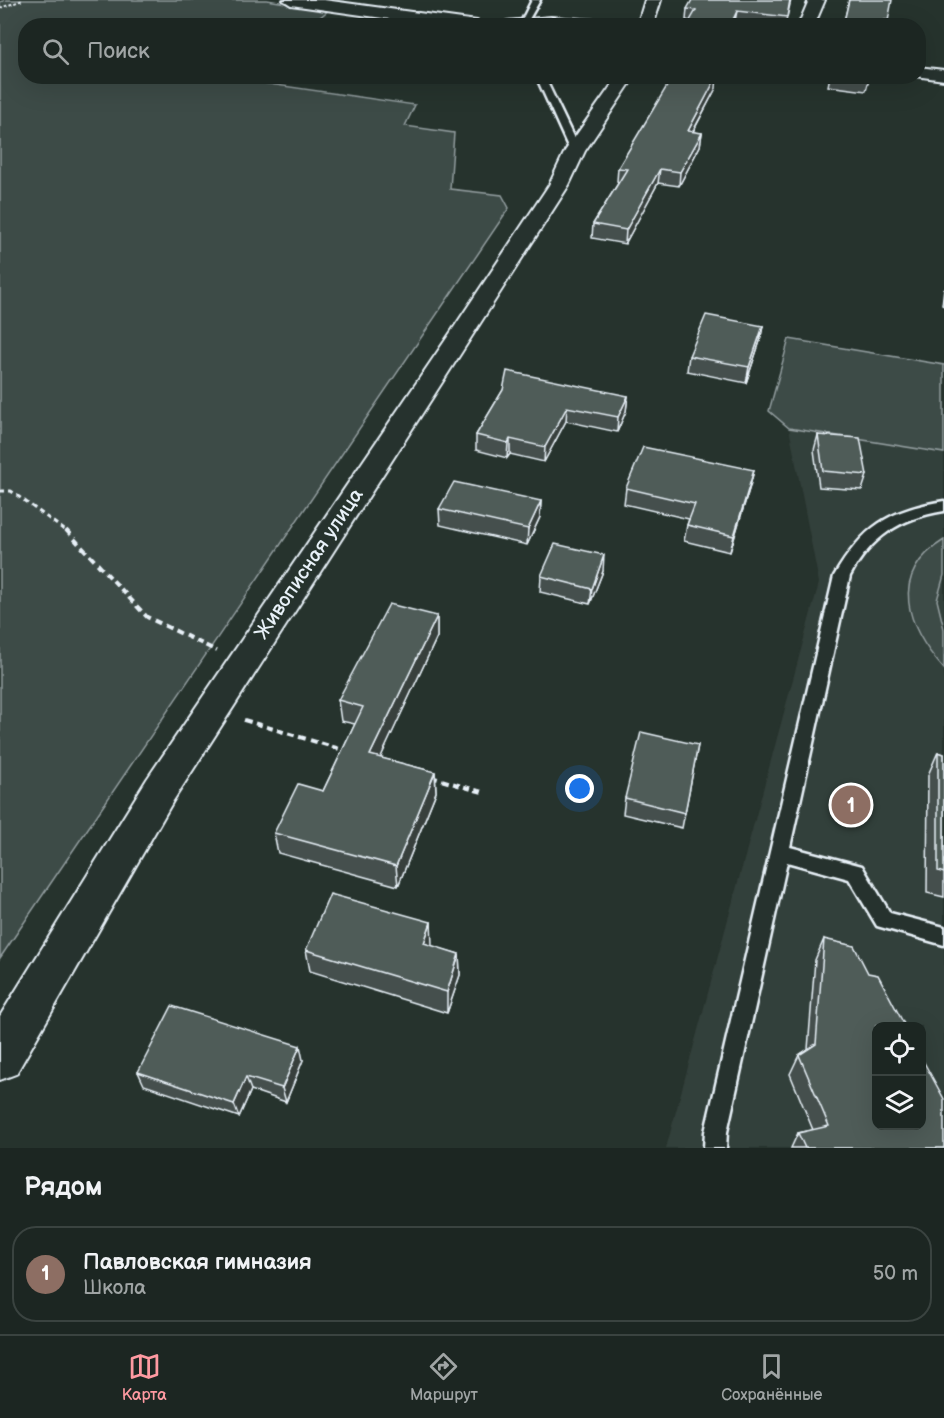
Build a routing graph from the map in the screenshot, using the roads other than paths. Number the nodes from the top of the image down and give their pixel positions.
1 (291, 0) edge
2 (536, 0) edge
3 (653, 0) edge
4 (817, 0) edge
5 (420, 18) edge
6 (520, 18) edge
7 (647, 18) edge
8 (809, 18) edge
9 (926, 73) edge
10 (944, 75) edge
11 (544, 84) edge
12 (621, 84) edge
13 (575, 151) junction
14 (944, 506) edge
15 (780, 852) junction
16 (944, 936) edge
17 (0, 1058) edge
18 (715, 1148) edge

1 - 5 street
2 - 6 lane
3 - 7 street
4 - 8 street
9 - 10 street
11 - 13 lane
12 - 13 street, Живописная улица
13 - 17 street, Живописная улица
14 - 15 lane
15 - 16 lane
15 - 18 lane

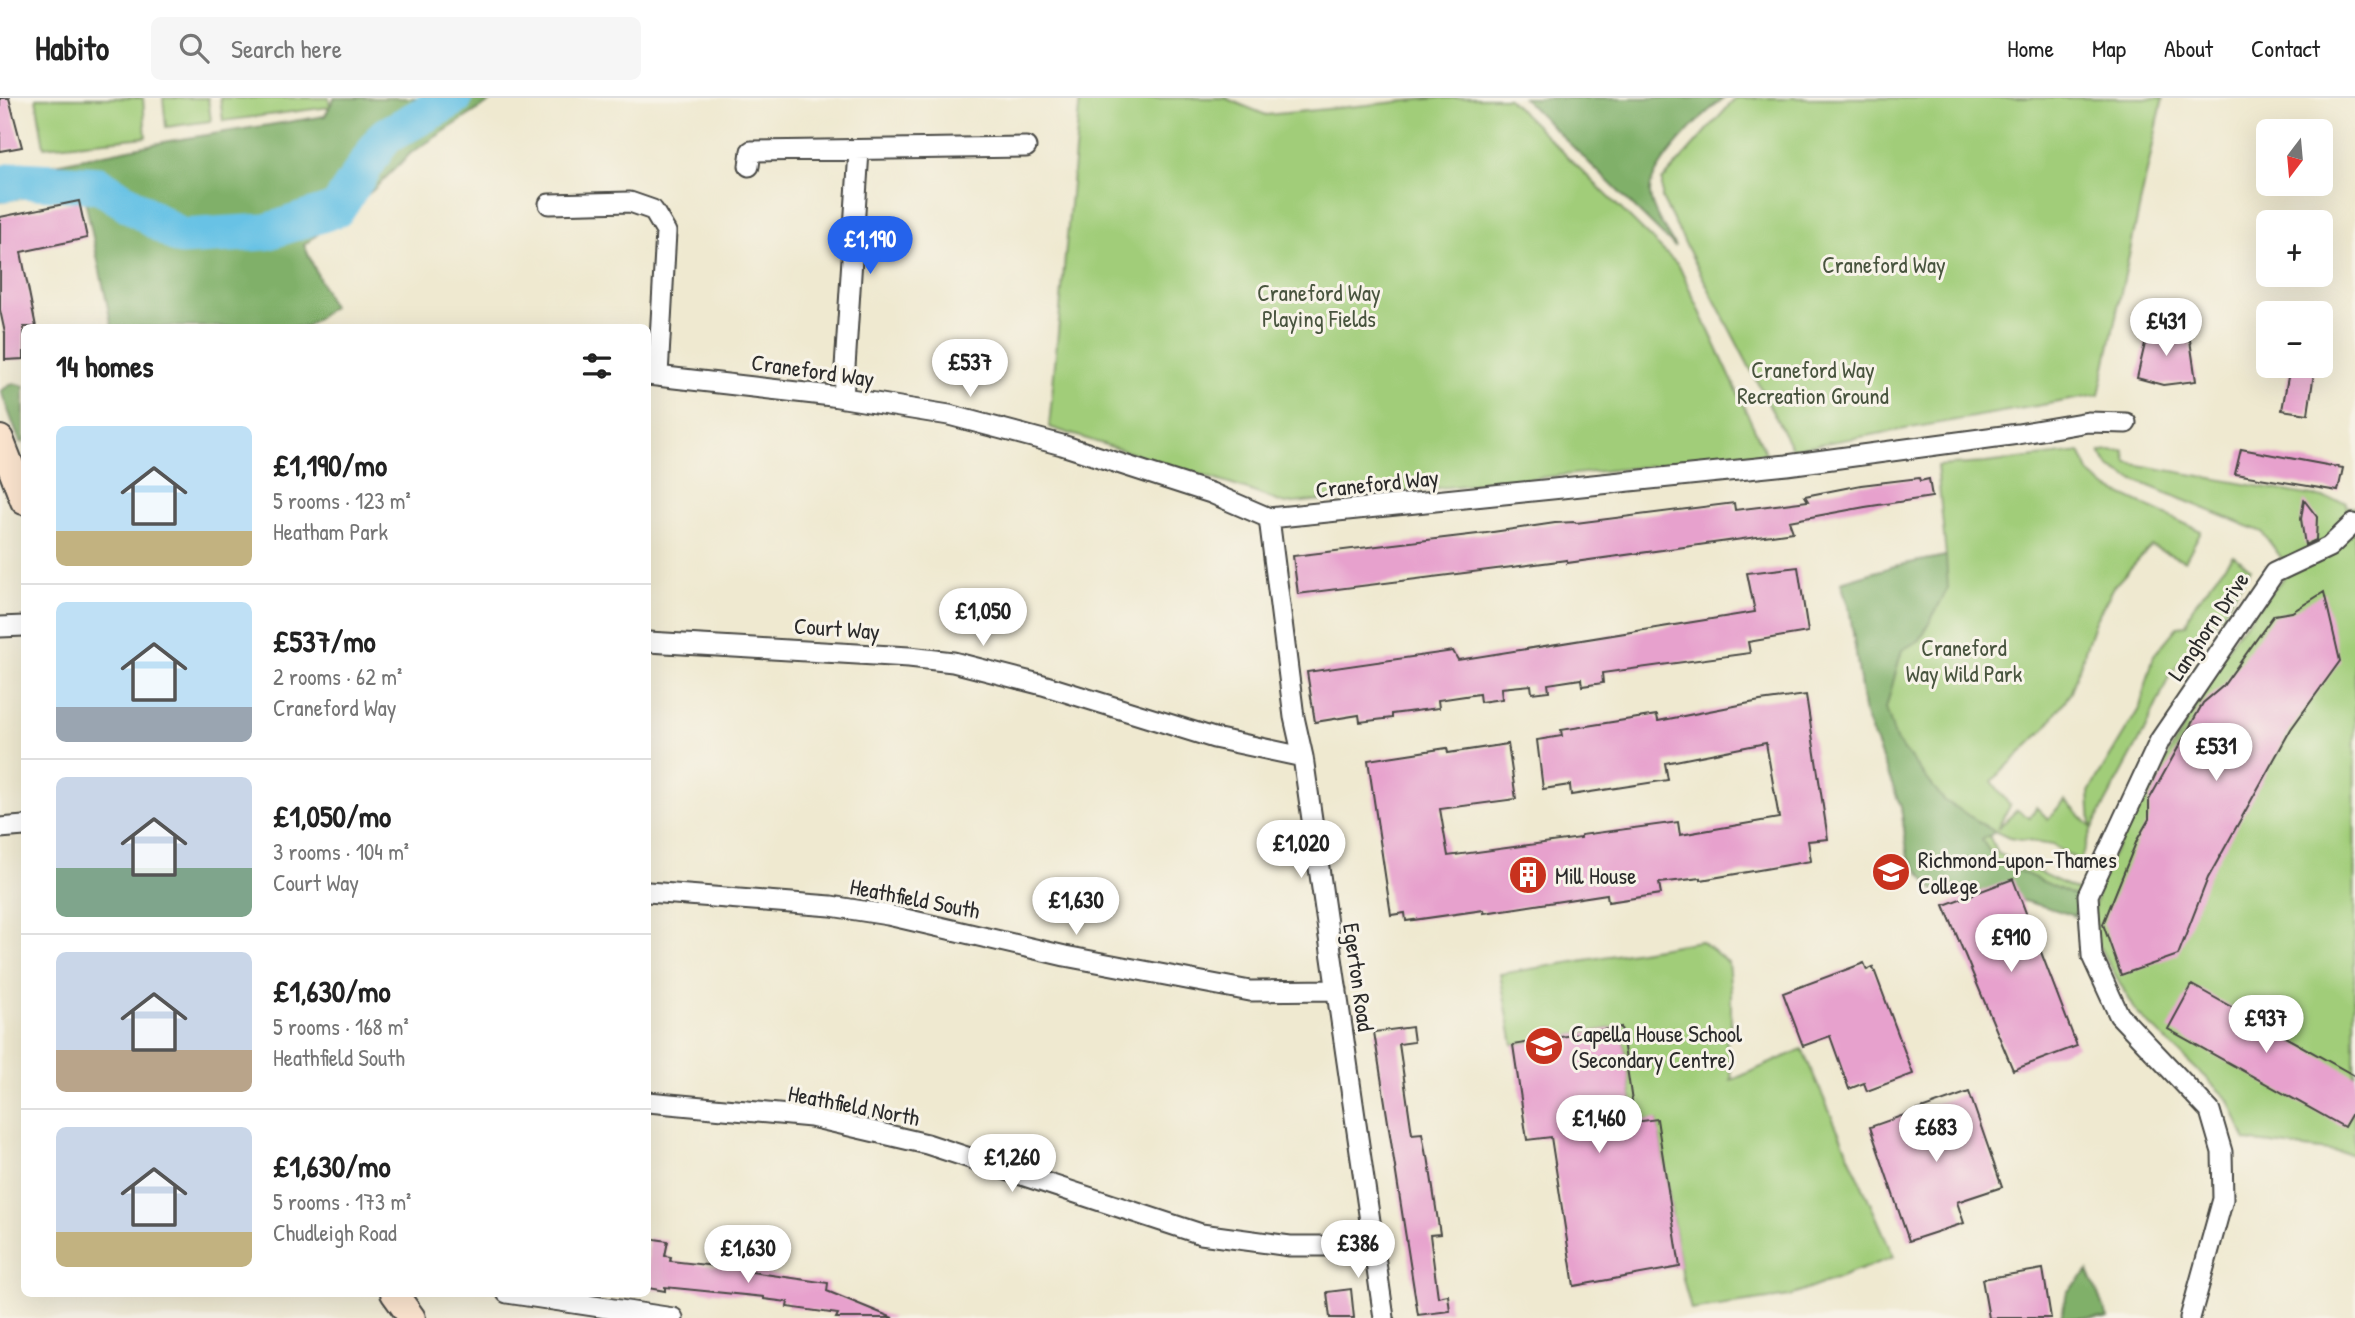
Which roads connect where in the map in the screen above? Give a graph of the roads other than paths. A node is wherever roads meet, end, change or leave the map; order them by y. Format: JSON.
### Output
{"nodes":[{"id":1,"x":1026,"y":147,"type":"dead end"},
{"id":2,"x":859,"y":151,"type":"junction"},
{"id":3,"x":749,"y":166,"type":"dead end"},
{"id":4,"x":549,"y":204,"type":"dead end"},
{"id":5,"x":653,"y":375,"type":"edge"},
{"id":6,"x":843,"y":398,"type":"junction"},
{"id":7,"x":2126,"y":423,"type":"dead end"},
{"id":8,"x":0,"y":439,"type":"edge"},
{"id":9,"x":21,"y":493,"type":"edge"},
{"id":10,"x":1269,"y":519,"type":"junction"},
{"id":11,"x":2352,"y":528,"type":"edge"},
{"id":12,"x":21,"y":626,"type":"edge"},
{"id":13,"x":0,"y":627,"type":"edge"},
{"id":14,"x":651,"y":642,"type":"edge"},
{"id":15,"x":1303,"y":757,"type":"junction"},
{"id":16,"x":21,"y":826,"type":"edge"},
{"id":17,"x":0,"y":828,"type":"edge"},
{"id":18,"x":651,"y":892,"type":"edge"},
{"id":19,"x":1336,"y":990,"type":"junction"},
{"id":20,"x":651,"y":1102,"type":"edge"},
{"id":21,"x":1372,"y":1237,"type":"junction"},
{"id":22,"x":534,"y":1297,"type":"edge"},
{"id":23,"x":673,"y":1318,"type":"edge"},
{"id":24,"x":1384,"y":1318,"type":"edge"},
{"id":25,"x":2190,"y":1318,"type":"edge"}],
"edges":[{"from":1,"to":2,"type":"street"},
{"from":2,"to":3,"type":"street"},
{"from":2,"to":6,"type":"street"},
{"from":4,"to":5,"type":"street"},
{"from":5,"to":6,"type":"street","name":"Craneford Way"},
{"from":6,"to":10,"type":"street","name":"Craneford Way"},
{"from":7,"to":10,"type":"street","name":"Craneford Way"},
{"from":8,"to":9,"type":"main road"},
{"from":10,"to":15,"type":"street","name":"Egerton Road"},
{"from":11,"to":25,"type":"street","name":"Langhorn Drive"},
{"from":12,"to":13,"type":"street"},
{"from":14,"to":15,"type":"street","name":"Court Way"},
{"from":15,"to":19,"type":"street","name":"Egerton Road"},
{"from":16,"to":17,"type":"street"},
{"from":18,"to":19,"type":"street","name":"Heathfield South"},
{"from":19,"to":21,"type":"street","name":"Egerton Road"},
{"from":20,"to":21,"type":"street","name":"Heathfield North"},
{"from":21,"to":24,"type":"street","name":"Egerton Road"},
{"from":22,"to":23,"type":"street"}]}
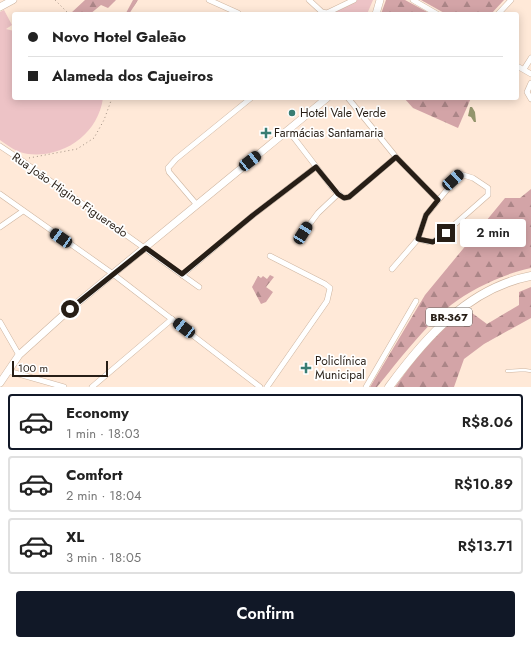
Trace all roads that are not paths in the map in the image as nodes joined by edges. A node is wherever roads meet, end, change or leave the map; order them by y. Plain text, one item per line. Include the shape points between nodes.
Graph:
1 (13, 0) edge
2 (209, 0) edge
3 (309, 0) edge
4 (354, 0) edge
5 (380, 0) edge
6 (413, 0) edge
7 (511, 0) edge
8 (0, 7) edge
9 (236, 12) edge
10 (322, 12) edge
11 (329, 12) edge
12 (377, 12) edge
13 (434, 12) edge
14 (500, 12) edge
15 (531, 58) edge
16 (519, 67) edge
17 (524, 69) junction
18 (531, 74) edge
19 (531, 83) edge
20 (531, 99) edge
21 (249, 100) edge
22 (322, 100) edge
23 (350, 100) edge
24 (288, 130) junction
25 (0, 146) edge
26 (396, 157) junction
27 (316, 167) junction
28 (0, 194) edge
29 (338, 194) junction
30 (438, 200) junction
31 (197, 205) junction
32 (23, 211) junction
33 (0, 226) edge
34 (303, 233) dead end
35 (418, 239) junction
36 (146, 248) junction
37 (270, 256) dead end
38 (392, 269) dead end
39 (113, 274) junction
40 (182, 274) junction
41 (531, 276) edge
42 (199, 286) dead end
43 (416, 300) dead end
44 (172, 319) junction
45 (0, 322) edge
46 (19, 355) junction
47 (8, 371) junction
48 (507, 371) dead end
49 (531, 371) edge
50 (0, 383) edge
51 (64, 387) edge
52 (92, 387) edge
53 (260, 387) edge
54 (267, 387) edge
55 (366, 387) edge
56 (389, 387) edge

1 - 8 main road
2 - 9 street
3 - 10 street
4 - 11 street
5 - 12 main road
6 - 13 street
7 - 14 street
15 - 17 street
16 - 17 street
17 - 18 street
19 - 20 street via 527,92
21 - 31 street via 168,168
22 - 24 main road
23 - 26 street
24 - 27 street
24 - 31 main road
25 - 36 street, Rua João Higino Figueredo
26 - 29 street via 349,197 344,198
26 - 30 street
27 - 29 street
27 - 40 street
28 - 32 street
29 - 34 street via 318,213
30 - 35 street via 426,215
30 - 35 street via 460,174 473,178 490,191 437,240 430,242
31 - 36 main road
32 - 33 street
32 - 39 street
35 - 38 street
36 - 39 main road
36 - 40 street, Rua João Higino Figueredo
37 - 54 street via 330,288 327,301
39 - 44 street
39 - 46 main road
40 - 42 street, Rua João Higino Figueredo
41 - 56 main road, BR-367 via 488,292 449,317 419,347
43 - 55 street
44 - 52 street
44 - 53 street
45 - 46 street
46 - 47 main road
47 - 50 main road
47 - 51 street
48 - 49 lane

___

Everything in the records except the pictures should be printed again exactly.

SOLVED EXERCISE —
Build a routing graph from the map in the screenshot, using the roads other than paths. Number the nodes from the top of the image down and give their pixel positions.
1 (291, 0) edge
2 (536, 0) edge
3 (653, 0) edge
4 (817, 0) edge
5 (420, 18) edge
6 (520, 18) edge
7 (647, 18) edge
8 (809, 18) edge
9 (926, 73) edge
10 (944, 75) edge
11 (544, 84) edge
12 (621, 84) edge
13 (575, 151) junction
14 (944, 506) edge
15 (780, 852) junction
16 (944, 936) edge
17 (0, 1058) edge
18 (715, 1148) edge

1 - 5 street
2 - 6 lane
3 - 7 street
4 - 8 street
9 - 10 street
11 - 13 lane
12 - 13 street, Живописная улица
13 - 17 street, Живописная улица
14 - 15 lane
15 - 16 lane
15 - 18 lane

Which roads connect where in the map in the screen above? Give a graph of the roads other than paths. A node is wherever roads meet, end, change or leave the map; order them by y. Format: JSON.
### Output
{"nodes":[{"id":1,"x":1026,"y":147,"type":"dead end"},
{"id":2,"x":859,"y":151,"type":"junction"},
{"id":3,"x":749,"y":166,"type":"dead end"},
{"id":4,"x":549,"y":204,"type":"dead end"},
{"id":5,"x":653,"y":375,"type":"edge"},
{"id":6,"x":843,"y":398,"type":"junction"},
{"id":7,"x":2126,"y":423,"type":"dead end"},
{"id":8,"x":0,"y":439,"type":"edge"},
{"id":9,"x":21,"y":493,"type":"edge"},
{"id":10,"x":1269,"y":519,"type":"junction"},
{"id":11,"x":2352,"y":528,"type":"edge"},
{"id":12,"x":21,"y":626,"type":"edge"},
{"id":13,"x":0,"y":627,"type":"edge"},
{"id":14,"x":651,"y":642,"type":"edge"},
{"id":15,"x":1303,"y":757,"type":"junction"},
{"id":16,"x":21,"y":826,"type":"edge"},
{"id":17,"x":0,"y":828,"type":"edge"},
{"id":18,"x":651,"y":892,"type":"edge"},
{"id":19,"x":1336,"y":990,"type":"junction"},
{"id":20,"x":651,"y":1102,"type":"edge"},
{"id":21,"x":1372,"y":1237,"type":"junction"},
{"id":22,"x":534,"y":1297,"type":"edge"},
{"id":23,"x":673,"y":1318,"type":"edge"},
{"id":24,"x":1384,"y":1318,"type":"edge"},
{"id":25,"x":2190,"y":1318,"type":"edge"}],
"edges":[{"from":1,"to":2,"type":"street"},
{"from":2,"to":3,"type":"street"},
{"from":2,"to":6,"type":"street"},
{"from":4,"to":5,"type":"street"},
{"from":5,"to":6,"type":"street","name":"Craneford Way"},
{"from":6,"to":10,"type":"street","name":"Craneford Way"},
{"from":7,"to":10,"type":"street","name":"Craneford Way"},
{"from":8,"to":9,"type":"main road"},
{"from":10,"to":15,"type":"street","name":"Egerton Road"},
{"from":11,"to":25,"type":"street","name":"Langhorn Drive"},
{"from":12,"to":13,"type":"street"},
{"from":14,"to":15,"type":"street","name":"Court Way"},
{"from":15,"to":19,"type":"street","name":"Egerton Road"},
{"from":16,"to":17,"type":"street"},
{"from":18,"to":19,"type":"street","name":"Heathfield South"},
{"from":19,"to":21,"type":"street","name":"Egerton Road"},
{"from":20,"to":21,"type":"street","name":"Heathfield North"},
{"from":21,"to":24,"type":"street","name":"Egerton Road"},
{"from":22,"to":23,"type":"street"}]}
Trace all roads that are not paths in the map in the image as nodes joined by edges. A node is wherever roads meet, end, change or leave the map; order them by y. Plain text, one item per line. Include the shape points between nodes.
Graph:
1 (13, 0) edge
2 (209, 0) edge
3 (309, 0) edge
4 (354, 0) edge
5 (380, 0) edge
6 (413, 0) edge
7 (511, 0) edge
8 (0, 7) edge
9 (236, 12) edge
10 (322, 12) edge
11 (329, 12) edge
12 (377, 12) edge
13 (434, 12) edge
14 (500, 12) edge
15 (531, 58) edge
16 (519, 67) edge
17 (524, 69) junction
18 (531, 74) edge
19 (531, 83) edge
20 (531, 99) edge
21 (249, 100) edge
22 (322, 100) edge
23 (350, 100) edge
24 (288, 130) junction
25 (0, 146) edge
26 (396, 157) junction
27 (316, 167) junction
28 (0, 194) edge
29 (338, 194) junction
30 (438, 200) junction
31 (197, 205) junction
32 (23, 211) junction
33 (0, 226) edge
34 (303, 233) dead end
35 (418, 239) junction
36 (146, 248) junction
37 (270, 256) dead end
38 (392, 269) dead end
39 (113, 274) junction
40 (182, 274) junction
41 (531, 276) edge
42 (199, 286) dead end
43 (416, 300) dead end
44 (172, 319) junction
45 (0, 322) edge
46 (19, 355) junction
47 (8, 371) junction
48 (507, 371) dead end
49 (531, 371) edge
50 (0, 383) edge
51 (64, 387) edge
52 (92, 387) edge
53 (260, 387) edge
54 (267, 387) edge
55 (366, 387) edge
56 (389, 387) edge

1 - 8 main road
2 - 9 street
3 - 10 street
4 - 11 street
5 - 12 main road
6 - 13 street
7 - 14 street
15 - 17 street
16 - 17 street
17 - 18 street
19 - 20 street via 527,92
21 - 31 street via 168,168
22 - 24 main road
23 - 26 street
24 - 27 street
24 - 31 main road
25 - 36 street, Rua João Higino Figueredo
26 - 29 street via 349,197 344,198
26 - 30 street
27 - 29 street
27 - 40 street
28 - 32 street
29 - 34 street via 318,213
30 - 35 street via 426,215
30 - 35 street via 460,174 473,178 490,191 437,240 430,242
31 - 36 main road
32 - 33 street
32 - 39 street
35 - 38 street
36 - 39 main road
36 - 40 street, Rua João Higino Figueredo
37 - 54 street via 330,288 327,301
39 - 44 street
39 - 46 main road
40 - 42 street, Rua João Higino Figueredo
41 - 56 main road, BR-367 via 488,292 449,317 419,347
43 - 55 street
44 - 52 street
44 - 53 street
45 - 46 street
46 - 47 main road
47 - 50 main road
47 - 51 street
48 - 49 lane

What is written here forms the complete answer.